On February 20, 2007 at 05:43, szhjcn said...
I don't yet have the Discreet On & Off codes, therefore
is anyone knows how to find these I would really apprecite
some help.
Probably they don't exist.
But I think the device uses commands from a set of 256 signals. With the MakeHex program you can generate a clean set of all 256 signals. Then with the IrPanels program you can convert that into a CCF file with 256 numbered buttons. Then merge that CCF into your own CCF, load into your Pronto, and test all 256 buttons to see what they do. If discretes exist you would probably find them.
Read this first:
[Link: remotecentral.com]Using MakeHex for this IR protocol is probably far from obvious. It would take me some investigation time to figure it out and I wrote MakeHex. I'll try to find some time soon to investigate and explain. (For most other IR protocols, the readme file in MakeHex.zip should tell you more than enough).
I'll probably want to see a few of your working learns. For MakeHex I need to know what really correct signals look like. As I explain below, signals in this IR protocol might work without being correct. I expect the CCF you found is correct, but to be more confident, I'd like to compare a few signals you learned that work to the same signals in that CCF that work.
I'd also be interested to know why the Pronto did not
learn the codes directly and I have asked Philips to look
into this (but no sure if I will get an honest answer).
Good luck. I wouldn't expect much from customer support.
I do know why most learning remotes fail to learn these signals. I'm less sure of why some learning remotes sometimes learn them well.
Almost all IR signals (including these) are based on a series approximate durations. The learning remote measures and stores the durations. But each duration tends to be slightly mismeasured.
Almost all other IR signals use just a few different durations and no two durations are close to each other. So if a signal includes several durations that are close to each other, you can conclude that they were originally all the same duration and were mismeasured. Then you can correct them all to some value in the middle of the grouping and thus store a more correct signal than you actually captured. Most learning remotes do something like that.

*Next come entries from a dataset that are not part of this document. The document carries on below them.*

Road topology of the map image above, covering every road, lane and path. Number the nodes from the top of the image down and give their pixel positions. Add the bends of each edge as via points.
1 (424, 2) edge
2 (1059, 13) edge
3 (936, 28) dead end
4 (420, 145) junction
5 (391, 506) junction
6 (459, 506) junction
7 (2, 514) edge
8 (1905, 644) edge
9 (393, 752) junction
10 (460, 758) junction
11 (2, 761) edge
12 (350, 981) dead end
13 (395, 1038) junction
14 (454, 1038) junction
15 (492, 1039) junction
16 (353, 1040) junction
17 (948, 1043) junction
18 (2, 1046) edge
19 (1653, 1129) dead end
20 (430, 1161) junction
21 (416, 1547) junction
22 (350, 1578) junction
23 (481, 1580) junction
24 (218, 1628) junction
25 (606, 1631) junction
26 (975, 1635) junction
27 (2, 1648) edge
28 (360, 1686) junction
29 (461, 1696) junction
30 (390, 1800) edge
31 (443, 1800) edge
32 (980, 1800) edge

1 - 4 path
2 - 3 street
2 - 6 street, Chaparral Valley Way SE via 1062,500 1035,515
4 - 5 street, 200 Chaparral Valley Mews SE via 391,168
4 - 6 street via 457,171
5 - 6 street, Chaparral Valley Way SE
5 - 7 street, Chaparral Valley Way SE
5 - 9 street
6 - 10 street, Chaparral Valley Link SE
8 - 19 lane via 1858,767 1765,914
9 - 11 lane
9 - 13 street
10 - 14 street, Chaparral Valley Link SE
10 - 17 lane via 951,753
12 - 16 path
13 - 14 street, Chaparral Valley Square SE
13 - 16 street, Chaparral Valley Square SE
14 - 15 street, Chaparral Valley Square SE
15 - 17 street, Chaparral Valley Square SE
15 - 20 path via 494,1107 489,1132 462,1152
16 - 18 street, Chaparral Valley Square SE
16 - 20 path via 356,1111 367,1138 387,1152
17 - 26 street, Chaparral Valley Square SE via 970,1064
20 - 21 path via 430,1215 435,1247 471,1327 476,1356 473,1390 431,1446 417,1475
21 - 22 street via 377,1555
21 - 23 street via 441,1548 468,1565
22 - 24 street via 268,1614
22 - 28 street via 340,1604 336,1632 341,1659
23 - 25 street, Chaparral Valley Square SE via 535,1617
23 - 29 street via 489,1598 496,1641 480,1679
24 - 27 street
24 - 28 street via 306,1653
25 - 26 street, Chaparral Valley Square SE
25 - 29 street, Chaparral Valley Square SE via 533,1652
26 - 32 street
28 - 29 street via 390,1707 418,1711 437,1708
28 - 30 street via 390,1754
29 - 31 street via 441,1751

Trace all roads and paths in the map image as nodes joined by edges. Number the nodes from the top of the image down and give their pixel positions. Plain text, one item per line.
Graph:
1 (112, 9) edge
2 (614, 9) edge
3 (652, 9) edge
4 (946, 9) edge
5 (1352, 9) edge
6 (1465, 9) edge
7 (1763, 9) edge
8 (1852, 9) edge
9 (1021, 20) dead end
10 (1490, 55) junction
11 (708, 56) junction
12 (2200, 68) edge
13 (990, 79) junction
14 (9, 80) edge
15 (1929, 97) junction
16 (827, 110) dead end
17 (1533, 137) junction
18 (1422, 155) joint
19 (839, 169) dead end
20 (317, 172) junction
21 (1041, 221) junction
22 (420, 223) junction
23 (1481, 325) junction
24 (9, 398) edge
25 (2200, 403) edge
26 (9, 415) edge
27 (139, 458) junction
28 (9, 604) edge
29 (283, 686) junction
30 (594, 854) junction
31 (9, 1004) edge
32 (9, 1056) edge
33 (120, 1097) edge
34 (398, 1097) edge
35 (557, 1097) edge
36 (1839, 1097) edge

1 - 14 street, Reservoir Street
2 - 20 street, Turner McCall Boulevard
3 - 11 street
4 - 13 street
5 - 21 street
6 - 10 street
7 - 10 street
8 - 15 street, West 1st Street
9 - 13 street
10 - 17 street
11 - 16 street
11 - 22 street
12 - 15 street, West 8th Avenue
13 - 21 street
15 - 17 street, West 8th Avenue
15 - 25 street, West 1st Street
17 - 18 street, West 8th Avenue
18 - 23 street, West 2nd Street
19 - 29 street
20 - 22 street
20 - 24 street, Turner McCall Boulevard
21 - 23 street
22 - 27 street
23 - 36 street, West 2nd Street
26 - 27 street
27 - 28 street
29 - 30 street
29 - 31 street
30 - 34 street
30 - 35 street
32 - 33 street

But this IR protocol uses many different durations, which don't differ from each other by much. When a learning remote sees a group of durations that are all close to each other, that likely contains two different original durations. So when it "corrects" them to some middle value some (maybe all) of them become wrong.
To further complicate things, this IR protocol has signals that are unusually long and complex and much of the information in each signal is ignored by the actual device. So you could learn a set of signals and have at least one error in every learn and yet several of those signals would work anyway because their errors happen to be in parts of the signal that the device ignores.
I also have some Panasonic device which I am also trying
to find the Discreet codes for: AV-Receiver TH-37PV600E,
Plasma TV TH-37P600E, Projector PT-AX100E
I wouldn't bury that question (as you have) in a thread on a specific different topic.